# Another Minnesotan checking in...



## YoteSlapper (Mar 12, 2007)

Just thought I would check in and sat Hi... Been reading through the site for a few months after doing a search for pred hunting info. Sure have enjoyed it. Informative, entertaining and seems like a bunch of good folks swapping ideas and information. Really enjoy the storeis and pictures too. Makes me wish I would have taken more pictures over the years. But I just got a digital camera, so that is about to change. I do have a few pictures from hunting with big brother in WY and a few I took this year with a cheapo camera. I will see if I can figure out how to post some of them.

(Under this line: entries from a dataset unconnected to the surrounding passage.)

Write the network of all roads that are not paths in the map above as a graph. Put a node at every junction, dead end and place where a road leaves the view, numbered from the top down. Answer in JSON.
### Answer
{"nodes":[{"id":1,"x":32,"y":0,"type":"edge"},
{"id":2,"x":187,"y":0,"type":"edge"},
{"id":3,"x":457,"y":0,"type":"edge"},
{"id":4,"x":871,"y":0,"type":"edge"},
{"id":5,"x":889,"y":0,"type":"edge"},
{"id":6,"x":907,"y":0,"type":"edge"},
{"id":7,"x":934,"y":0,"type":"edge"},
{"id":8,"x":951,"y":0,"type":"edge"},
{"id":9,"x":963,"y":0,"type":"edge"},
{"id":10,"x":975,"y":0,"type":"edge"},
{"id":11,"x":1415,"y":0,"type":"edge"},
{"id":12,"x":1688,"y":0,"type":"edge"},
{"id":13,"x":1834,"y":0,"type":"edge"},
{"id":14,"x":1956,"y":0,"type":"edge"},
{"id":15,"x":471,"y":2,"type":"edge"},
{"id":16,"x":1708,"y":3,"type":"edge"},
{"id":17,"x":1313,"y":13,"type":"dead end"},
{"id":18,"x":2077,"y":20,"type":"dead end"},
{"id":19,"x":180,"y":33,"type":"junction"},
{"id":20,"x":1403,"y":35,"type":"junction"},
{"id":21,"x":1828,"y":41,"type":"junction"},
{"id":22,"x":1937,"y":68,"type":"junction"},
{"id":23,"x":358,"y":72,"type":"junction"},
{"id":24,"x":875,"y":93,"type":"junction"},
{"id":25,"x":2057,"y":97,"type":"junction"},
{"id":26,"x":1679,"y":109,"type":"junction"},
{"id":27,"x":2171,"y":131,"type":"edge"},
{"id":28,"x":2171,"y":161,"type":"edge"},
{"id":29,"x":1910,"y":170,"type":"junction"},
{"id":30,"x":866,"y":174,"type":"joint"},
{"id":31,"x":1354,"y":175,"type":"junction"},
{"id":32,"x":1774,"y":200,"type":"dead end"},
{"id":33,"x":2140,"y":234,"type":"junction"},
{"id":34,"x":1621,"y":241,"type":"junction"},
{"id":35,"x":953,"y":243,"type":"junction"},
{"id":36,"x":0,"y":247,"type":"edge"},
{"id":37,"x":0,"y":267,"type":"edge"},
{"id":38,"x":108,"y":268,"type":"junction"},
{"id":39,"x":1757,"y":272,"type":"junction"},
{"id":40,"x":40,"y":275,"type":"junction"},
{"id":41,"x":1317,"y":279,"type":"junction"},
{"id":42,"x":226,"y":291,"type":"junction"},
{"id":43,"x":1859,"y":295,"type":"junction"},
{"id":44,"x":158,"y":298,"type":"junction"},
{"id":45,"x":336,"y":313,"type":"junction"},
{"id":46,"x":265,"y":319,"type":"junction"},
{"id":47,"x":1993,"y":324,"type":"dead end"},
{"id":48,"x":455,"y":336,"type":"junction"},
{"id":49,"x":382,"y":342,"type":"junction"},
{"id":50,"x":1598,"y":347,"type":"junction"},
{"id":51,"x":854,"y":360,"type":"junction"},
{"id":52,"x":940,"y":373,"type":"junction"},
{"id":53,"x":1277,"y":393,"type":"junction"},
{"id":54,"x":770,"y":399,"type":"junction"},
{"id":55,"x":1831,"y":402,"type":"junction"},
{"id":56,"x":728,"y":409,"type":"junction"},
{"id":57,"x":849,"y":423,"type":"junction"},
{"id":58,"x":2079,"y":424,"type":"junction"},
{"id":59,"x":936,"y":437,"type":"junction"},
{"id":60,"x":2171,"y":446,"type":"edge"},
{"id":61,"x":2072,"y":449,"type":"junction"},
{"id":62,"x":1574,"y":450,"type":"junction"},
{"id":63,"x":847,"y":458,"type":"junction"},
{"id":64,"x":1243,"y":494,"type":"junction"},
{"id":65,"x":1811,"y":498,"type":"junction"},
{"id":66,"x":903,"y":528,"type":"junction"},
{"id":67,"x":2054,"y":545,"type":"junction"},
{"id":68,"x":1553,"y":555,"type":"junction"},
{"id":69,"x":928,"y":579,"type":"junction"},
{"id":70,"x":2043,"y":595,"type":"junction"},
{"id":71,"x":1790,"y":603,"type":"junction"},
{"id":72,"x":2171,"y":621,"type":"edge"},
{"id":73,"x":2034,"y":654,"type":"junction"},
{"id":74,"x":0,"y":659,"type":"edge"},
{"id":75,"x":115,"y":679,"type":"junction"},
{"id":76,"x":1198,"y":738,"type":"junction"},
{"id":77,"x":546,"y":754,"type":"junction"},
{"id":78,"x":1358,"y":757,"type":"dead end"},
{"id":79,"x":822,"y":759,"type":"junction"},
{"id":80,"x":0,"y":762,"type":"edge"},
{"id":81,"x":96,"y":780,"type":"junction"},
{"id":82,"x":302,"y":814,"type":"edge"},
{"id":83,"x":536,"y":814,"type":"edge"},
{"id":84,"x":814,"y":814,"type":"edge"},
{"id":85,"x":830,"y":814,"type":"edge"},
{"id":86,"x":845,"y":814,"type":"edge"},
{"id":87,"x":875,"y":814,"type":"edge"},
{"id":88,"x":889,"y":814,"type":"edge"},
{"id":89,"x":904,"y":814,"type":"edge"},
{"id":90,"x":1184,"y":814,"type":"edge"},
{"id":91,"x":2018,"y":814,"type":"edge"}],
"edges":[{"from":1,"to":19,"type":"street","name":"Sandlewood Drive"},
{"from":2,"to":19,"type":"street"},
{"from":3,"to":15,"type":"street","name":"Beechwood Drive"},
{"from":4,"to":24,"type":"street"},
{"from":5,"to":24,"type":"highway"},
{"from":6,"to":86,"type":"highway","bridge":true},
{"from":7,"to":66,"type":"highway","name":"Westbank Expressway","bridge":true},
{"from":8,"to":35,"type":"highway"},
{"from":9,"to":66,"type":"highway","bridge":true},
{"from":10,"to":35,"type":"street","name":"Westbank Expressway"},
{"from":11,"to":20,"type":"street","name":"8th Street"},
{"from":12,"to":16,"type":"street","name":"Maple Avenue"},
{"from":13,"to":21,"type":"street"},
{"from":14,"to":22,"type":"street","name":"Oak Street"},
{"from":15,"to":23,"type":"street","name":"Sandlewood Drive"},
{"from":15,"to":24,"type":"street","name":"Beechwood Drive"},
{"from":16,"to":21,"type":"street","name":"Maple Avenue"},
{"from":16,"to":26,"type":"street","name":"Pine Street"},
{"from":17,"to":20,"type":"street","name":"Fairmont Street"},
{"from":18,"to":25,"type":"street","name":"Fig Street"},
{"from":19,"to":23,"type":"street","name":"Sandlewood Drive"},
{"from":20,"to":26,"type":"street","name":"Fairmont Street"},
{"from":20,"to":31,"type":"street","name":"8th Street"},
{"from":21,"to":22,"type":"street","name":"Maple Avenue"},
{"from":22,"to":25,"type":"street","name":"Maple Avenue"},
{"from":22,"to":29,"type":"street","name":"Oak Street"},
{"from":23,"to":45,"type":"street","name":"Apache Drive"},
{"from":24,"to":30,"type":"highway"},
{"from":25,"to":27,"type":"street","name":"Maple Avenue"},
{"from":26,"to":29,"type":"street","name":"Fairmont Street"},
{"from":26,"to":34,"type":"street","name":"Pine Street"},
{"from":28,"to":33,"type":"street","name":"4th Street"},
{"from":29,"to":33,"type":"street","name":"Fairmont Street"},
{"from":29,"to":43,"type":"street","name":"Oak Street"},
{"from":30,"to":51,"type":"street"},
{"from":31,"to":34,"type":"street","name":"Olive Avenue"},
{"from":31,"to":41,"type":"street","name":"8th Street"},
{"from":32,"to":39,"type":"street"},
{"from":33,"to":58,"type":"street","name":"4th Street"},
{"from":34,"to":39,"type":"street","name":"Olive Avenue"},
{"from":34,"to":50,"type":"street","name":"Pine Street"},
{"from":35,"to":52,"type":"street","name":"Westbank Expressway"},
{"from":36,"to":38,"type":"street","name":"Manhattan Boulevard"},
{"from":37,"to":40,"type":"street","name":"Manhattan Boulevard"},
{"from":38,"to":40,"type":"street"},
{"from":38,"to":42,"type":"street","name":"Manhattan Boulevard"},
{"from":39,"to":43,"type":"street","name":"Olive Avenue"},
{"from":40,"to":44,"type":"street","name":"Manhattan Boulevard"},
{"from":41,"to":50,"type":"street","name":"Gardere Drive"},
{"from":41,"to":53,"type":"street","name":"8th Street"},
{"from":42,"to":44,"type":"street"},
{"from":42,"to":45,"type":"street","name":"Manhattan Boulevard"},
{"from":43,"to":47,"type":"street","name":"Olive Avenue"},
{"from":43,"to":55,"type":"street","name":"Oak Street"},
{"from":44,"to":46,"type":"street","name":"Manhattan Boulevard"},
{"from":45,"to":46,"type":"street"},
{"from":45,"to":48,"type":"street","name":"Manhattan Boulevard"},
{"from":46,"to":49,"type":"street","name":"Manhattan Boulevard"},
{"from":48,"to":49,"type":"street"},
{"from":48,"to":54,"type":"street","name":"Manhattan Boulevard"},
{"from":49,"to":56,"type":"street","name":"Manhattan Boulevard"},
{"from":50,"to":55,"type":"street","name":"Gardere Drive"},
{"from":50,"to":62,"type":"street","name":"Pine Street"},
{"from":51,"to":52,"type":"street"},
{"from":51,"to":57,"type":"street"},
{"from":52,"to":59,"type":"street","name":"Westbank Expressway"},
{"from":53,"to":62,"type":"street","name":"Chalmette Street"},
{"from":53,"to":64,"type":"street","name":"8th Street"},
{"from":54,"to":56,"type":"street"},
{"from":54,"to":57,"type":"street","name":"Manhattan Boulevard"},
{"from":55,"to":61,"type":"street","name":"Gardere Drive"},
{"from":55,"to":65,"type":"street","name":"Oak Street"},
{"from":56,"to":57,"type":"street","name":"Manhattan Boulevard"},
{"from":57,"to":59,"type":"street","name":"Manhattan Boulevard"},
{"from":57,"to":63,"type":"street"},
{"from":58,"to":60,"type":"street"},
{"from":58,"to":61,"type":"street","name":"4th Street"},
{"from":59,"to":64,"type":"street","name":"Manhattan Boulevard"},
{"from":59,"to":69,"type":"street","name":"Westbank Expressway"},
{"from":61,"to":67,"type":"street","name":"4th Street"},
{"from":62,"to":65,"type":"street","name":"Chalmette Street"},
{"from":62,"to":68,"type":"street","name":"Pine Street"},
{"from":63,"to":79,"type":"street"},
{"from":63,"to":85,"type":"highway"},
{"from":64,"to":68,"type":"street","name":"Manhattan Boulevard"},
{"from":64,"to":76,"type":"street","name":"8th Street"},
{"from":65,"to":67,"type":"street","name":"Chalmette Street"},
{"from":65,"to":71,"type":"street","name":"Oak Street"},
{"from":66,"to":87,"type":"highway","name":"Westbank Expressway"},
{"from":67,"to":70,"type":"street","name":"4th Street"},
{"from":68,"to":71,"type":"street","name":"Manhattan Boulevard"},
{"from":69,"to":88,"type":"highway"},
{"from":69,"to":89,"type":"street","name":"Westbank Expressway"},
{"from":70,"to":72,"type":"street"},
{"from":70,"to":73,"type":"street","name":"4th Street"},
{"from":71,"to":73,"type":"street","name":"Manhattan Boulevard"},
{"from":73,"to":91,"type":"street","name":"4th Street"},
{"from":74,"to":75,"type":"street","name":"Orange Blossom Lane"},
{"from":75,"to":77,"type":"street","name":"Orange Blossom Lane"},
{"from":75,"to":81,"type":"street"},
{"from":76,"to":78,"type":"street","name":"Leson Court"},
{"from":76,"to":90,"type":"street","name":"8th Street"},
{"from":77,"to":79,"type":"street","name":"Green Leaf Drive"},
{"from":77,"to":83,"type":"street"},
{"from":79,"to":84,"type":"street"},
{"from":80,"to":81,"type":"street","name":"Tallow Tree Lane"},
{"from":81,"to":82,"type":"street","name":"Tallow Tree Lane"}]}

Have been chasing critters since I was 10 years old back in the early 70's. Dad got us boys interested in that when he showed us how to trap muskrats in the crick in IA. Shortly after that we strated going after preditors. It has been a long and unforgetable education to say the least. Haven't trapped in nearly 20 years but calling and spot & stalk keeps me plenty busy. Mostly hunt by myself. Not too many of my buddies are into staying up all night sitting in the snow.

Looking forward to visiting with you all... Great Site!!!


----------



## Bloodyblinddoors (Oct 25, 2006)

Welcome aboard :beer:


----------



## weasle414 (Dec 31, 2006)

Welcome, Tim. Oh now I'm confused, TWO Tims from Minnesota on the SAME site! Wah!


----------



## YoteSlapper (Mar 12, 2007)

I'll spare you the confusion... Everyone calls me "the toolman". I see your from Buffalo, not too far from me in St. Boni

Toolman


----------



## weasle414 (Dec 31, 2006)

Lol, ok thanks for the nickname anouncement, now I won't forget which Tim I happen to be talking to online. Where's St. Boni at? I've never even heard of that place, lol.


----------



## big_al_09 (Feb 26, 2007)

weasle414 said:


> Where's St. Boni at? I've never even heard of that place, lol.


It's out past watertown.


----------



## YoteSlapper (Mar 12, 2007)

big al, you're right. I am guessing 20 miles south of you.


----------



## Bloodyblinddoors (Oct 25, 2006)

big_al_09 said:


> It's out past watertown.


It's actually strait east of watertown. Or south of Delano. Lotta yotes in that area.


----------



## big_al_09 (Feb 26, 2007)

YoteSlapper said:


> big al, you're right. I am guessing 20 miles south of you.


yeah, it's something like that. by the way, welcome to the forum!


----------



## rednek (Dec 29, 2006)

one more for the count on tim in minn. but everybody calls me rednek. em stel fegueing ought whi 8)


----------